[[ ENTRIES SHOWN, beginning ]]
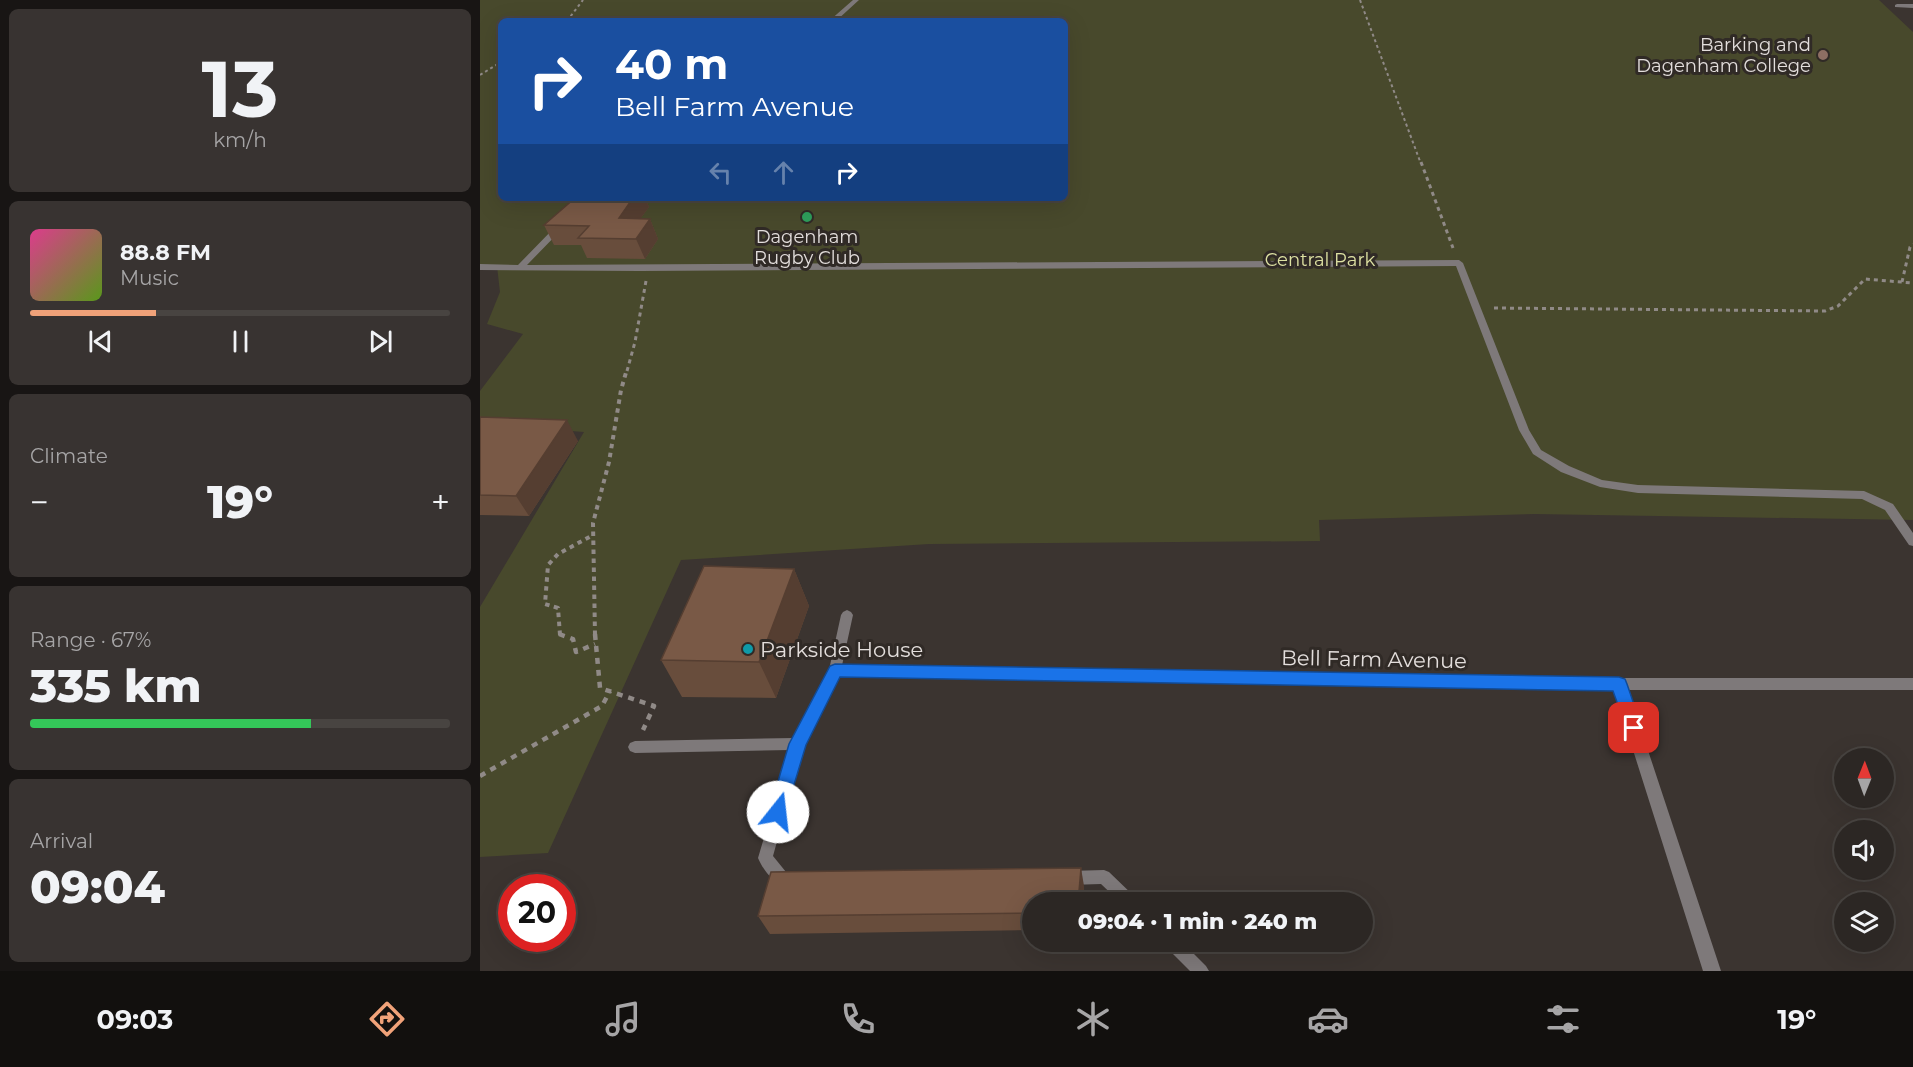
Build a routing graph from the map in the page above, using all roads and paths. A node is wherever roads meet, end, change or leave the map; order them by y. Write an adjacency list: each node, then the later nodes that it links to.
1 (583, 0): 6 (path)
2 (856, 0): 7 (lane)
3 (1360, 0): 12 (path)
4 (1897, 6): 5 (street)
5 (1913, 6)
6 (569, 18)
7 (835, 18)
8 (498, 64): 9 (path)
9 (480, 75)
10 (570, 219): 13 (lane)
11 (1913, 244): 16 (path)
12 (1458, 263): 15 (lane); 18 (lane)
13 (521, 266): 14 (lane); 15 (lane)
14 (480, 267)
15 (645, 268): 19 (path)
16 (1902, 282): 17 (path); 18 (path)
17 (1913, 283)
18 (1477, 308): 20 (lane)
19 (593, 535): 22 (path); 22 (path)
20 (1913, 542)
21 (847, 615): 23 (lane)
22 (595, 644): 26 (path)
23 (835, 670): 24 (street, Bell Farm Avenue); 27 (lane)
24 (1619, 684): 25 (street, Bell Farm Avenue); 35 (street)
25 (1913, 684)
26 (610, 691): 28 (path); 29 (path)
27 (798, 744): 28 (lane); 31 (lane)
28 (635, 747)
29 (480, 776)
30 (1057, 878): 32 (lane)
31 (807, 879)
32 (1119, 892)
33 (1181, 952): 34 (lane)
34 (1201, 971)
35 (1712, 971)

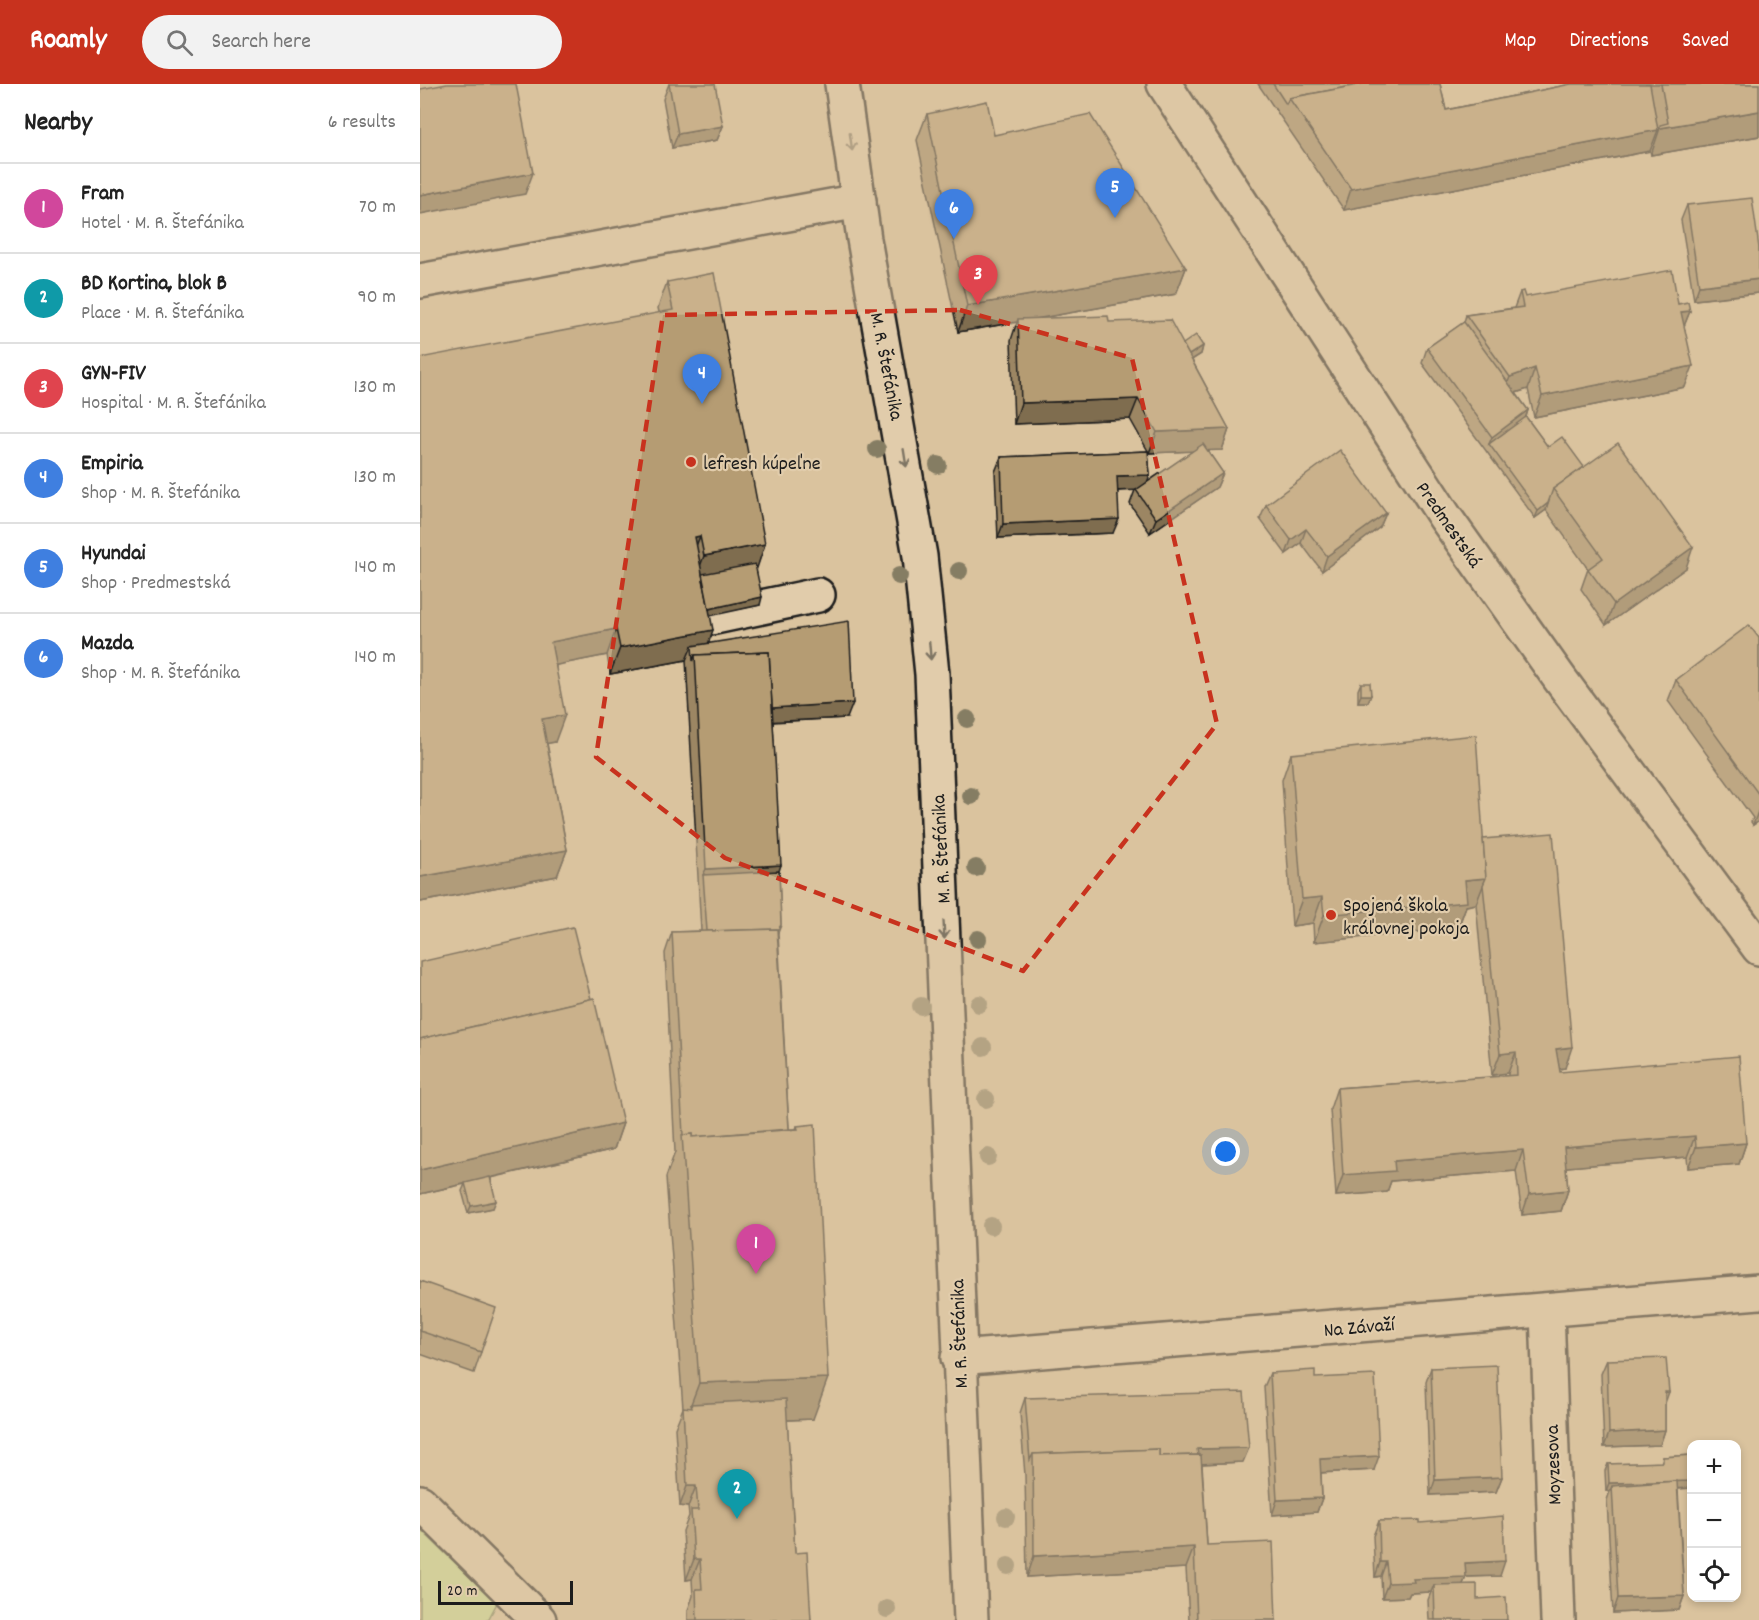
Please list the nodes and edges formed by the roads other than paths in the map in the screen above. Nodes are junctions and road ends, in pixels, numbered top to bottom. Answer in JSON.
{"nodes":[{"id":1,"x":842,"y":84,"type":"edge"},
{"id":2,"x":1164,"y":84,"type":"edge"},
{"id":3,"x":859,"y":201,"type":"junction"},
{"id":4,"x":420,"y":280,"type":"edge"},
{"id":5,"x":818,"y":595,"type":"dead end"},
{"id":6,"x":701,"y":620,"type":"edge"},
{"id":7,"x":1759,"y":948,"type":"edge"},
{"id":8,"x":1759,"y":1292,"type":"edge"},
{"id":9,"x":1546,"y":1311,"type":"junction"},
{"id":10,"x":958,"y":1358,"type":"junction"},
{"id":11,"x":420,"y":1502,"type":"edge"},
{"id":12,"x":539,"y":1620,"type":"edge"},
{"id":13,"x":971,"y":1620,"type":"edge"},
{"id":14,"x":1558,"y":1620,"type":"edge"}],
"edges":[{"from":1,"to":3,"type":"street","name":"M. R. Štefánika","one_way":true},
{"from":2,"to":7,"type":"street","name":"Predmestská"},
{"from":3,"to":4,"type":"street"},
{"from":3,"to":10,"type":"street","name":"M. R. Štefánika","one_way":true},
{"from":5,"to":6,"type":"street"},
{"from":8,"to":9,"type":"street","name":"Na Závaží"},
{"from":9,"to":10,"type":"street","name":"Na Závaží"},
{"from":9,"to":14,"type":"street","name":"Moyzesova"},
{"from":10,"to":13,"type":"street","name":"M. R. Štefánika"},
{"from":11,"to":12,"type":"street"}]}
[[ ENTRIES SHOWN, end ]]
### TASK DESCRIPTION
Exact copy, no pictures: reproduce every record above.

### WRITTEN RESPONSE
Build a routing graph from the map in the page above, using all roads and paths. A node is wherever roads meet, end, change or leave the map; order them by y. Write an adjacency list: each node, then the later nodes that it links to.
1 (583, 0): 6 (path)
2 (856, 0): 7 (lane)
3 (1360, 0): 12 (path)
4 (1897, 6): 5 (street)
5 (1913, 6)
6 (569, 18)
7 (835, 18)
8 (498, 64): 9 (path)
9 (480, 75)
10 (570, 219): 13 (lane)
11 (1913, 244): 16 (path)
12 (1458, 263): 15 (lane); 18 (lane)
13 (521, 266): 14 (lane); 15 (lane)
14 (480, 267)
15 (645, 268): 19 (path)
16 (1902, 282): 17 (path); 18 (path)
17 (1913, 283)
18 (1477, 308): 20 (lane)
19 (593, 535): 22 (path); 22 (path)
20 (1913, 542)
21 (847, 615): 23 (lane)
22 (595, 644): 26 (path)
23 (835, 670): 24 (street, Bell Farm Avenue); 27 (lane)
24 (1619, 684): 25 (street, Bell Farm Avenue); 35 (street)
25 (1913, 684)
26 (610, 691): 28 (path); 29 (path)
27 (798, 744): 28 (lane); 31 (lane)
28 (635, 747)
29 (480, 776)
30 (1057, 878): 32 (lane)
31 (807, 879)
32 (1119, 892)
33 (1181, 952): 34 (lane)
34 (1201, 971)
35 (1712, 971)

Please list the nodes and edges formed by the roads other than paths in the map in the screen above. Nodes are junctions and road ends, in pixels, numbered top to bottom. Answer in JSON.
{"nodes":[{"id":1,"x":842,"y":84,"type":"edge"},
{"id":2,"x":1164,"y":84,"type":"edge"},
{"id":3,"x":859,"y":201,"type":"junction"},
{"id":4,"x":420,"y":280,"type":"edge"},
{"id":5,"x":818,"y":595,"type":"dead end"},
{"id":6,"x":701,"y":620,"type":"edge"},
{"id":7,"x":1759,"y":948,"type":"edge"},
{"id":8,"x":1759,"y":1292,"type":"edge"},
{"id":9,"x":1546,"y":1311,"type":"junction"},
{"id":10,"x":958,"y":1358,"type":"junction"},
{"id":11,"x":420,"y":1502,"type":"edge"},
{"id":12,"x":539,"y":1620,"type":"edge"},
{"id":13,"x":971,"y":1620,"type":"edge"},
{"id":14,"x":1558,"y":1620,"type":"edge"}],
"edges":[{"from":1,"to":3,"type":"street","name":"M. R. Štefánika","one_way":true},
{"from":2,"to":7,"type":"street","name":"Predmestská"},
{"from":3,"to":4,"type":"street"},
{"from":3,"to":10,"type":"street","name":"M. R. Štefánika","one_way":true},
{"from":5,"to":6,"type":"street"},
{"from":8,"to":9,"type":"street","name":"Na Závaží"},
{"from":9,"to":10,"type":"street","name":"Na Závaží"},
{"from":9,"to":14,"type":"street","name":"Moyzesova"},
{"from":10,"to":13,"type":"street","name":"M. R. Štefánika"},
{"from":11,"to":12,"type":"street"}]}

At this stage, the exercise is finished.